RECORDS SHOWN: Begin

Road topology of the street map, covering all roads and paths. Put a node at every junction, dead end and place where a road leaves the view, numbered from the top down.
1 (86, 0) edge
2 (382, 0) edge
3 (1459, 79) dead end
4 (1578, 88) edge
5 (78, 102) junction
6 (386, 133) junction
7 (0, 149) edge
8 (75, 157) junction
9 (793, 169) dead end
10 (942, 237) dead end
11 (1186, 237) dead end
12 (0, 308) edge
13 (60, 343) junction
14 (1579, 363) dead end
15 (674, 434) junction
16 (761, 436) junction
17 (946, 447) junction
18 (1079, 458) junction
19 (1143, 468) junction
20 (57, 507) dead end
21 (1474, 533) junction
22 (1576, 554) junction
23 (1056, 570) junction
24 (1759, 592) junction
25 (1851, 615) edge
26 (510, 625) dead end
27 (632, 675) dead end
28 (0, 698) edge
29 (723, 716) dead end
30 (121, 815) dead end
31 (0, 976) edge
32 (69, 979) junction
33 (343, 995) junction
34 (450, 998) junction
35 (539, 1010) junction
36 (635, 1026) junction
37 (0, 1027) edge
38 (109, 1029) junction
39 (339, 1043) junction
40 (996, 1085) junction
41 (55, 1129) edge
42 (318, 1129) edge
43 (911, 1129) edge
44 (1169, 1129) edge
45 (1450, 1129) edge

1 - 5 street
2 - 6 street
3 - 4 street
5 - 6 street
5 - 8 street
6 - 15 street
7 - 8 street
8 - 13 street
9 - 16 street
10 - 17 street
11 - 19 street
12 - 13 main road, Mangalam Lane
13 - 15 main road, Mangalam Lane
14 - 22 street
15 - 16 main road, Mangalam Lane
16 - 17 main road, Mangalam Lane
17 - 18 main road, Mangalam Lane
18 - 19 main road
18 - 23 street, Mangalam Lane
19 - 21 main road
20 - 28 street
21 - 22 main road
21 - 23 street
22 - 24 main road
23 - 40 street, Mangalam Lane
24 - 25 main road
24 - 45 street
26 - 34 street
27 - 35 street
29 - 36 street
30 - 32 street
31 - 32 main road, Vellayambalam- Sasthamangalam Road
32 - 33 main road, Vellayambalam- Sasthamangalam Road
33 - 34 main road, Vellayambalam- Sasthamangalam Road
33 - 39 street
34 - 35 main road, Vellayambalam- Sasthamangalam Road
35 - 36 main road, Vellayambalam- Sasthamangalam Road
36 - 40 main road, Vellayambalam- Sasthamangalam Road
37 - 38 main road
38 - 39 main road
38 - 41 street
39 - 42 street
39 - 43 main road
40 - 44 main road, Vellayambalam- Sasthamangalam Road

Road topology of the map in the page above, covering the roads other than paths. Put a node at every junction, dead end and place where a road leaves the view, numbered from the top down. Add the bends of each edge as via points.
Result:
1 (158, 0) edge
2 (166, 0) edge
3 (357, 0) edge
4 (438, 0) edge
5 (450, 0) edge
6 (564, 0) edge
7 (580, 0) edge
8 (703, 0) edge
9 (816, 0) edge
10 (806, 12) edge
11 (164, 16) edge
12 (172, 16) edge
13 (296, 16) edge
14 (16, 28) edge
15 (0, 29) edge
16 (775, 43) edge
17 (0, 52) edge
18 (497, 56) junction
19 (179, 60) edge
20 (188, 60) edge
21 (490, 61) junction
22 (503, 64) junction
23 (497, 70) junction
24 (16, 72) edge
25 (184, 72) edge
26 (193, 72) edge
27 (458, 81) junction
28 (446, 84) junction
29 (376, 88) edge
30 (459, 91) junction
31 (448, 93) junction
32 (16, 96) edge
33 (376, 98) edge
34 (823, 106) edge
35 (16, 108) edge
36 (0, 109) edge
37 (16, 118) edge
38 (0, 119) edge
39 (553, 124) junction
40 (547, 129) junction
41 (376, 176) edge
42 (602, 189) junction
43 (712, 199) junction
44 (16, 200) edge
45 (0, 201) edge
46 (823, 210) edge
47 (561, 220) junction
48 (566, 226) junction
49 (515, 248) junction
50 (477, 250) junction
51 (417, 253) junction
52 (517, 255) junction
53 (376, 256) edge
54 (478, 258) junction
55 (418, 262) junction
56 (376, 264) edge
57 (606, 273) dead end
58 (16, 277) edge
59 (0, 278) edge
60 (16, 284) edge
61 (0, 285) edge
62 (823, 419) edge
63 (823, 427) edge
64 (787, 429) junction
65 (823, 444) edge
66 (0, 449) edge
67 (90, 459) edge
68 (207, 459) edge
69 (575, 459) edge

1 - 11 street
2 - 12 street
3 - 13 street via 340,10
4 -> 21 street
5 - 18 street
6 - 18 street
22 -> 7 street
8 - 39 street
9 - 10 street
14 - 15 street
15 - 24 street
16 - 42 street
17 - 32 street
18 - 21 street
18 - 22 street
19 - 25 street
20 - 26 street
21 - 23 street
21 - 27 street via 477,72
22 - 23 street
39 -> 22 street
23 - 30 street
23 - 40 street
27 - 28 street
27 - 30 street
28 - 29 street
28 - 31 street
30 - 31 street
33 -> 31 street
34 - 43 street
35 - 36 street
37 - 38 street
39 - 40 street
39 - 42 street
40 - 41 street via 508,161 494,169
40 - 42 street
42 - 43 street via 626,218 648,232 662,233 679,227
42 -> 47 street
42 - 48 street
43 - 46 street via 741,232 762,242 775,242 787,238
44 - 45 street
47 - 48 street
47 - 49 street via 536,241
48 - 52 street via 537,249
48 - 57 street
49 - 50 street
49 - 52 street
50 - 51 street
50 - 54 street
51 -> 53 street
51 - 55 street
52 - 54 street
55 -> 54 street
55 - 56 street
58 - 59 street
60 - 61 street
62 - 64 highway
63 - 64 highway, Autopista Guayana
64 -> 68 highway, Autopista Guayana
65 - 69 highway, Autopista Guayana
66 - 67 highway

RECORDS SHOWN: End

> [ACTIVITY]:
Would you please output every record again, exactly?

> [ANSWER BELOW]:
Road topology of the street map, covering all roads and paths. Put a node at every junction, dead end and place where a road leaves the view, numbered from the top down.
1 (86, 0) edge
2 (382, 0) edge
3 (1459, 79) dead end
4 (1578, 88) edge
5 (78, 102) junction
6 (386, 133) junction
7 (0, 149) edge
8 (75, 157) junction
9 (793, 169) dead end
10 (942, 237) dead end
11 (1186, 237) dead end
12 (0, 308) edge
13 (60, 343) junction
14 (1579, 363) dead end
15 (674, 434) junction
16 (761, 436) junction
17 (946, 447) junction
18 (1079, 458) junction
19 (1143, 468) junction
20 (57, 507) dead end
21 (1474, 533) junction
22 (1576, 554) junction
23 (1056, 570) junction
24 (1759, 592) junction
25 (1851, 615) edge
26 (510, 625) dead end
27 (632, 675) dead end
28 (0, 698) edge
29 (723, 716) dead end
30 (121, 815) dead end
31 (0, 976) edge
32 (69, 979) junction
33 (343, 995) junction
34 (450, 998) junction
35 (539, 1010) junction
36 (635, 1026) junction
37 (0, 1027) edge
38 (109, 1029) junction
39 (339, 1043) junction
40 (996, 1085) junction
41 (55, 1129) edge
42 (318, 1129) edge
43 (911, 1129) edge
44 (1169, 1129) edge
45 (1450, 1129) edge

1 - 5 street
2 - 6 street
3 - 4 street
5 - 6 street
5 - 8 street
6 - 15 street
7 - 8 street
8 - 13 street
9 - 16 street
10 - 17 street
11 - 19 street
12 - 13 main road, Mangalam Lane
13 - 15 main road, Mangalam Lane
14 - 22 street
15 - 16 main road, Mangalam Lane
16 - 17 main road, Mangalam Lane
17 - 18 main road, Mangalam Lane
18 - 19 main road
18 - 23 street, Mangalam Lane
19 - 21 main road
20 - 28 street
21 - 22 main road
21 - 23 street
22 - 24 main road
23 - 40 street, Mangalam Lane
24 - 25 main road
24 - 45 street
26 - 34 street
27 - 35 street
29 - 36 street
30 - 32 street
31 - 32 main road, Vellayambalam- Sasthamangalam Road
32 - 33 main road, Vellayambalam- Sasthamangalam Road
33 - 34 main road, Vellayambalam- Sasthamangalam Road
33 - 39 street
34 - 35 main road, Vellayambalam- Sasthamangalam Road
35 - 36 main road, Vellayambalam- Sasthamangalam Road
36 - 40 main road, Vellayambalam- Sasthamangalam Road
37 - 38 main road
38 - 39 main road
38 - 41 street
39 - 42 street
39 - 43 main road
40 - 44 main road, Vellayambalam- Sasthamangalam Road

Road topology of the map in the page above, covering the roads other than paths. Put a node at every junction, dead end and place where a road leaves the view, numbered from the top down. Add the bends of each edge as via points.
Result:
1 (158, 0) edge
2 (166, 0) edge
3 (357, 0) edge
4 (438, 0) edge
5 (450, 0) edge
6 (564, 0) edge
7 (580, 0) edge
8 (703, 0) edge
9 (816, 0) edge
10 (806, 12) edge
11 (164, 16) edge
12 (172, 16) edge
13 (296, 16) edge
14 (16, 28) edge
15 (0, 29) edge
16 (775, 43) edge
17 (0, 52) edge
18 (497, 56) junction
19 (179, 60) edge
20 (188, 60) edge
21 (490, 61) junction
22 (503, 64) junction
23 (497, 70) junction
24 (16, 72) edge
25 (184, 72) edge
26 (193, 72) edge
27 (458, 81) junction
28 (446, 84) junction
29 (376, 88) edge
30 (459, 91) junction
31 (448, 93) junction
32 (16, 96) edge
33 (376, 98) edge
34 (823, 106) edge
35 (16, 108) edge
36 (0, 109) edge
37 (16, 118) edge
38 (0, 119) edge
39 (553, 124) junction
40 (547, 129) junction
41 (376, 176) edge
42 (602, 189) junction
43 (712, 199) junction
44 (16, 200) edge
45 (0, 201) edge
46 (823, 210) edge
47 (561, 220) junction
48 (566, 226) junction
49 (515, 248) junction
50 (477, 250) junction
51 (417, 253) junction
52 (517, 255) junction
53 (376, 256) edge
54 (478, 258) junction
55 (418, 262) junction
56 (376, 264) edge
57 (606, 273) dead end
58 (16, 277) edge
59 (0, 278) edge
60 (16, 284) edge
61 (0, 285) edge
62 (823, 419) edge
63 (823, 427) edge
64 (787, 429) junction
65 (823, 444) edge
66 (0, 449) edge
67 (90, 459) edge
68 (207, 459) edge
69 (575, 459) edge

1 - 11 street
2 - 12 street
3 - 13 street via 340,10
4 -> 21 street
5 - 18 street
6 - 18 street
22 -> 7 street
8 - 39 street
9 - 10 street
14 - 15 street
15 - 24 street
16 - 42 street
17 - 32 street
18 - 21 street
18 - 22 street
19 - 25 street
20 - 26 street
21 - 23 street
21 - 27 street via 477,72
22 - 23 street
39 -> 22 street
23 - 30 street
23 - 40 street
27 - 28 street
27 - 30 street
28 - 29 street
28 - 31 street
30 - 31 street
33 -> 31 street
34 - 43 street
35 - 36 street
37 - 38 street
39 - 40 street
39 - 42 street
40 - 41 street via 508,161 494,169
40 - 42 street
42 - 43 street via 626,218 648,232 662,233 679,227
42 -> 47 street
42 - 48 street
43 - 46 street via 741,232 762,242 775,242 787,238
44 - 45 street
47 - 48 street
47 - 49 street via 536,241
48 - 52 street via 537,249
48 - 57 street
49 - 50 street
49 - 52 street
50 - 51 street
50 - 54 street
51 -> 53 street
51 - 55 street
52 - 54 street
55 -> 54 street
55 - 56 street
58 - 59 street
60 - 61 street
62 - 64 highway
63 - 64 highway, Autopista Guayana
64 -> 68 highway, Autopista Guayana
65 - 69 highway, Autopista Guayana
66 - 67 highway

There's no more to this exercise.